• _Work instructions_: A complete, exact copy of the records below is the required result.

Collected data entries
——

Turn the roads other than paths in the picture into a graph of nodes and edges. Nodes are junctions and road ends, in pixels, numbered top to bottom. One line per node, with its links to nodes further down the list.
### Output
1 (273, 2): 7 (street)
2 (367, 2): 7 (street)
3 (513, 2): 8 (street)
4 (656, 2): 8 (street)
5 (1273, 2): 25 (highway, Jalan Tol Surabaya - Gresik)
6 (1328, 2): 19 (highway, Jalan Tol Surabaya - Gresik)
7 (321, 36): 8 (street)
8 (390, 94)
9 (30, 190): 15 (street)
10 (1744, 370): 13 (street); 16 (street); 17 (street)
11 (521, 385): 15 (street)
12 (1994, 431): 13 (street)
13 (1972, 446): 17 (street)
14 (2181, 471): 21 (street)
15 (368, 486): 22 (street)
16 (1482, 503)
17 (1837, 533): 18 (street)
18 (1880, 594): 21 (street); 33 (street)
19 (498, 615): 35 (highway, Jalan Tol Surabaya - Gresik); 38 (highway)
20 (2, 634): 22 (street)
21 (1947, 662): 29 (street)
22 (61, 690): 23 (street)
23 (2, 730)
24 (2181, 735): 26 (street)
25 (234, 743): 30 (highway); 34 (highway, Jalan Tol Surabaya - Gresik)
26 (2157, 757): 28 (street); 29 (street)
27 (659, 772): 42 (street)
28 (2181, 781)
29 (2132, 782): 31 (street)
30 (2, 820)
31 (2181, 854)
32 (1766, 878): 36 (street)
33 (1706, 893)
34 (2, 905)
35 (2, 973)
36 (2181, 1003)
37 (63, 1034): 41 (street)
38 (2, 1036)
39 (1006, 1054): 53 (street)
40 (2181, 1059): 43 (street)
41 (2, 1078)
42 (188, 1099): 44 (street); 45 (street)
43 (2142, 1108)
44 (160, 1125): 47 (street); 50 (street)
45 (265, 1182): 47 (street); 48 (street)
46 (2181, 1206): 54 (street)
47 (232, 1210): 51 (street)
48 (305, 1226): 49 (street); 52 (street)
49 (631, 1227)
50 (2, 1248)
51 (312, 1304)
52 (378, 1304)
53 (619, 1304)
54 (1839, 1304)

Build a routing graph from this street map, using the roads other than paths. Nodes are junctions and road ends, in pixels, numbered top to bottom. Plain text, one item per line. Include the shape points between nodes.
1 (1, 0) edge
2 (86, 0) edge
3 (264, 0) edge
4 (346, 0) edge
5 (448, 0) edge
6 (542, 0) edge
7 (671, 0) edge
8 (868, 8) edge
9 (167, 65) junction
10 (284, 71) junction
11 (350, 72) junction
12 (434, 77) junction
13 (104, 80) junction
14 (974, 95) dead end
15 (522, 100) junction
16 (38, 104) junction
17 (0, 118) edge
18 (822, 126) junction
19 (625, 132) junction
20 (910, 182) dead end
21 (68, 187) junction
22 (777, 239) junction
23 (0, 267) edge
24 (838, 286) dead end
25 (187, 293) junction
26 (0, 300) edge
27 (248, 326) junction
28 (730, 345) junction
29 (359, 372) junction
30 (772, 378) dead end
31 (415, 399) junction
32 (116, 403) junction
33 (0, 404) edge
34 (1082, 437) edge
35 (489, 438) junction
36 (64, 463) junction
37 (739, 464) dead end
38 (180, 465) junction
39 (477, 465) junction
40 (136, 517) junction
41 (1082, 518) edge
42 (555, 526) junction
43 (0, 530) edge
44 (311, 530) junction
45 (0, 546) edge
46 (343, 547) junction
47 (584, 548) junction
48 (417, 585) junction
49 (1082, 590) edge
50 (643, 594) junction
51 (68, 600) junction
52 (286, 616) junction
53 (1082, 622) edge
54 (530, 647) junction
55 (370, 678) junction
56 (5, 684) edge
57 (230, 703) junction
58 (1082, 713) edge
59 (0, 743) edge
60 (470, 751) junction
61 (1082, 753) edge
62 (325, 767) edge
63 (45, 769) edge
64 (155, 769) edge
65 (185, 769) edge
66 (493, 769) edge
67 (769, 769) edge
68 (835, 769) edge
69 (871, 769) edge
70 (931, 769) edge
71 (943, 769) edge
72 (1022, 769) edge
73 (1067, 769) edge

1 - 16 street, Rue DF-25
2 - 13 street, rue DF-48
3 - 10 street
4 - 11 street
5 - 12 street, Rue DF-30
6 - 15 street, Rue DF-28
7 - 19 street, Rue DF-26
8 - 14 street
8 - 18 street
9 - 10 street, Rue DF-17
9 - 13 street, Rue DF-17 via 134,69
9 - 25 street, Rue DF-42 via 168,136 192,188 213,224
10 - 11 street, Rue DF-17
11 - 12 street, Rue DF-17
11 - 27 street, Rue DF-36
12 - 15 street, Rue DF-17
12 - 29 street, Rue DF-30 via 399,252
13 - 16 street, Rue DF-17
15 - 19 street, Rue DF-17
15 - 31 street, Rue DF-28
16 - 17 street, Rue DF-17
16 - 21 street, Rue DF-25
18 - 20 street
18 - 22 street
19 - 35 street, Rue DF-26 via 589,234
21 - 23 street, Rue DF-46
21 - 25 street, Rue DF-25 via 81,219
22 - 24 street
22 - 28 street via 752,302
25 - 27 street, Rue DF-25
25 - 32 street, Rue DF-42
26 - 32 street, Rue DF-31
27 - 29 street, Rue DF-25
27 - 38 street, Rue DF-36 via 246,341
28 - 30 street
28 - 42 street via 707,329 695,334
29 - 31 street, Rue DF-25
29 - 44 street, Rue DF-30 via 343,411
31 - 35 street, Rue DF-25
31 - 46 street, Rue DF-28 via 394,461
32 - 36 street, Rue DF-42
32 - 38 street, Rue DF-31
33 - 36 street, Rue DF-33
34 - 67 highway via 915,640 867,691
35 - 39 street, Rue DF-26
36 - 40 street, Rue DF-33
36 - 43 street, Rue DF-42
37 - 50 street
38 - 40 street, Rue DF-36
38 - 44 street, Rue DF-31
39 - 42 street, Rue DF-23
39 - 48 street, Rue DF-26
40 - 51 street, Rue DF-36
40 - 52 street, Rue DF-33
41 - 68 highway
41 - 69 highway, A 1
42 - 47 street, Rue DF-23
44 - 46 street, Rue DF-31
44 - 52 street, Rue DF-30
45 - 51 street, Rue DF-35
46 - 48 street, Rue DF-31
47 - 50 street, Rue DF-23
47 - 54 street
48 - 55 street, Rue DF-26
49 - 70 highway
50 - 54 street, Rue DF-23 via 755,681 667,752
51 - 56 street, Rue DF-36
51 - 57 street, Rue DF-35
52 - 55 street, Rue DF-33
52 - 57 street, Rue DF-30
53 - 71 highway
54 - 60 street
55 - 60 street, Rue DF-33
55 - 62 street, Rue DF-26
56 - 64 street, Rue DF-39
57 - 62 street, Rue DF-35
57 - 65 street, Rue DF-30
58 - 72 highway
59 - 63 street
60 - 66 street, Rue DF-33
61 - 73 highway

——

• _Expected answer_:
Turn the roads other than paths in the picture into a graph of nodes and edges. Nodes are junctions and road ends, in pixels, numbered top to bottom. One line per node, with its links to nodes further down the list.
### Output
1 (273, 2): 7 (street)
2 (367, 2): 7 (street)
3 (513, 2): 8 (street)
4 (656, 2): 8 (street)
5 (1273, 2): 25 (highway, Jalan Tol Surabaya - Gresik)
6 (1328, 2): 19 (highway, Jalan Tol Surabaya - Gresik)
7 (321, 36): 8 (street)
8 (390, 94)
9 (30, 190): 15 (street)
10 (1744, 370): 13 (street); 16 (street); 17 (street)
11 (521, 385): 15 (street)
12 (1994, 431): 13 (street)
13 (1972, 446): 17 (street)
14 (2181, 471): 21 (street)
15 (368, 486): 22 (street)
16 (1482, 503)
17 (1837, 533): 18 (street)
18 (1880, 594): 21 (street); 33 (street)
19 (498, 615): 35 (highway, Jalan Tol Surabaya - Gresik); 38 (highway)
20 (2, 634): 22 (street)
21 (1947, 662): 29 (street)
22 (61, 690): 23 (street)
23 (2, 730)
24 (2181, 735): 26 (street)
25 (234, 743): 30 (highway); 34 (highway, Jalan Tol Surabaya - Gresik)
26 (2157, 757): 28 (street); 29 (street)
27 (659, 772): 42 (street)
28 (2181, 781)
29 (2132, 782): 31 (street)
30 (2, 820)
31 (2181, 854)
32 (1766, 878): 36 (street)
33 (1706, 893)
34 (2, 905)
35 (2, 973)
36 (2181, 1003)
37 (63, 1034): 41 (street)
38 (2, 1036)
39 (1006, 1054): 53 (street)
40 (2181, 1059): 43 (street)
41 (2, 1078)
42 (188, 1099): 44 (street); 45 (street)
43 (2142, 1108)
44 (160, 1125): 47 (street); 50 (street)
45 (265, 1182): 47 (street); 48 (street)
46 (2181, 1206): 54 (street)
47 (232, 1210): 51 (street)
48 (305, 1226): 49 (street); 52 (street)
49 (631, 1227)
50 (2, 1248)
51 (312, 1304)
52 (378, 1304)
53 (619, 1304)
54 (1839, 1304)

Build a routing graph from this street map, using the roads other than paths. Nodes are junctions and road ends, in pixels, numbered top to bottom. Plain text, one item per line. Include the shape points between nodes.
1 (1, 0) edge
2 (86, 0) edge
3 (264, 0) edge
4 (346, 0) edge
5 (448, 0) edge
6 (542, 0) edge
7 (671, 0) edge
8 (868, 8) edge
9 (167, 65) junction
10 (284, 71) junction
11 (350, 72) junction
12 (434, 77) junction
13 (104, 80) junction
14 (974, 95) dead end
15 (522, 100) junction
16 (38, 104) junction
17 (0, 118) edge
18 (822, 126) junction
19 (625, 132) junction
20 (910, 182) dead end
21 (68, 187) junction
22 (777, 239) junction
23 (0, 267) edge
24 (838, 286) dead end
25 (187, 293) junction
26 (0, 300) edge
27 (248, 326) junction
28 (730, 345) junction
29 (359, 372) junction
30 (772, 378) dead end
31 (415, 399) junction
32 (116, 403) junction
33 (0, 404) edge
34 (1082, 437) edge
35 (489, 438) junction
36 (64, 463) junction
37 (739, 464) dead end
38 (180, 465) junction
39 (477, 465) junction
40 (136, 517) junction
41 (1082, 518) edge
42 (555, 526) junction
43 (0, 530) edge
44 (311, 530) junction
45 (0, 546) edge
46 (343, 547) junction
47 (584, 548) junction
48 (417, 585) junction
49 (1082, 590) edge
50 (643, 594) junction
51 (68, 600) junction
52 (286, 616) junction
53 (1082, 622) edge
54 (530, 647) junction
55 (370, 678) junction
56 (5, 684) edge
57 (230, 703) junction
58 (1082, 713) edge
59 (0, 743) edge
60 (470, 751) junction
61 (1082, 753) edge
62 (325, 767) edge
63 (45, 769) edge
64 (155, 769) edge
65 (185, 769) edge
66 (493, 769) edge
67 (769, 769) edge
68 (835, 769) edge
69 (871, 769) edge
70 (931, 769) edge
71 (943, 769) edge
72 (1022, 769) edge
73 (1067, 769) edge

1 - 16 street, Rue DF-25
2 - 13 street, rue DF-48
3 - 10 street
4 - 11 street
5 - 12 street, Rue DF-30
6 - 15 street, Rue DF-28
7 - 19 street, Rue DF-26
8 - 14 street
8 - 18 street
9 - 10 street, Rue DF-17
9 - 13 street, Rue DF-17 via 134,69
9 - 25 street, Rue DF-42 via 168,136 192,188 213,224
10 - 11 street, Rue DF-17
11 - 12 street, Rue DF-17
11 - 27 street, Rue DF-36
12 - 15 street, Rue DF-17
12 - 29 street, Rue DF-30 via 399,252
13 - 16 street, Rue DF-17
15 - 19 street, Rue DF-17
15 - 31 street, Rue DF-28
16 - 17 street, Rue DF-17
16 - 21 street, Rue DF-25
18 - 20 street
18 - 22 street
19 - 35 street, Rue DF-26 via 589,234
21 - 23 street, Rue DF-46
21 - 25 street, Rue DF-25 via 81,219
22 - 24 street
22 - 28 street via 752,302
25 - 27 street, Rue DF-25
25 - 32 street, Rue DF-42
26 - 32 street, Rue DF-31
27 - 29 street, Rue DF-25
27 - 38 street, Rue DF-36 via 246,341
28 - 30 street
28 - 42 street via 707,329 695,334
29 - 31 street, Rue DF-25
29 - 44 street, Rue DF-30 via 343,411
31 - 35 street, Rue DF-25
31 - 46 street, Rue DF-28 via 394,461
32 - 36 street, Rue DF-42
32 - 38 street, Rue DF-31
33 - 36 street, Rue DF-33
34 - 67 highway via 915,640 867,691
35 - 39 street, Rue DF-26
36 - 40 street, Rue DF-33
36 - 43 street, Rue DF-42
37 - 50 street
38 - 40 street, Rue DF-36
38 - 44 street, Rue DF-31
39 - 42 street, Rue DF-23
39 - 48 street, Rue DF-26
40 - 51 street, Rue DF-36
40 - 52 street, Rue DF-33
41 - 68 highway
41 - 69 highway, A 1
42 - 47 street, Rue DF-23
44 - 46 street, Rue DF-31
44 - 52 street, Rue DF-30
45 - 51 street, Rue DF-35
46 - 48 street, Rue DF-31
47 - 50 street, Rue DF-23
47 - 54 street
48 - 55 street, Rue DF-26
49 - 70 highway
50 - 54 street, Rue DF-23 via 755,681 667,752
51 - 56 street, Rue DF-36
51 - 57 street, Rue DF-35
52 - 55 street, Rue DF-33
52 - 57 street, Rue DF-30
53 - 71 highway
54 - 60 street
55 - 60 street, Rue DF-33
55 - 62 street, Rue DF-26
56 - 64 street, Rue DF-39
57 - 62 street, Rue DF-35
57 - 65 street, Rue DF-30
58 - 72 highway
59 - 63 street
60 - 66 street, Rue DF-33
61 - 73 highway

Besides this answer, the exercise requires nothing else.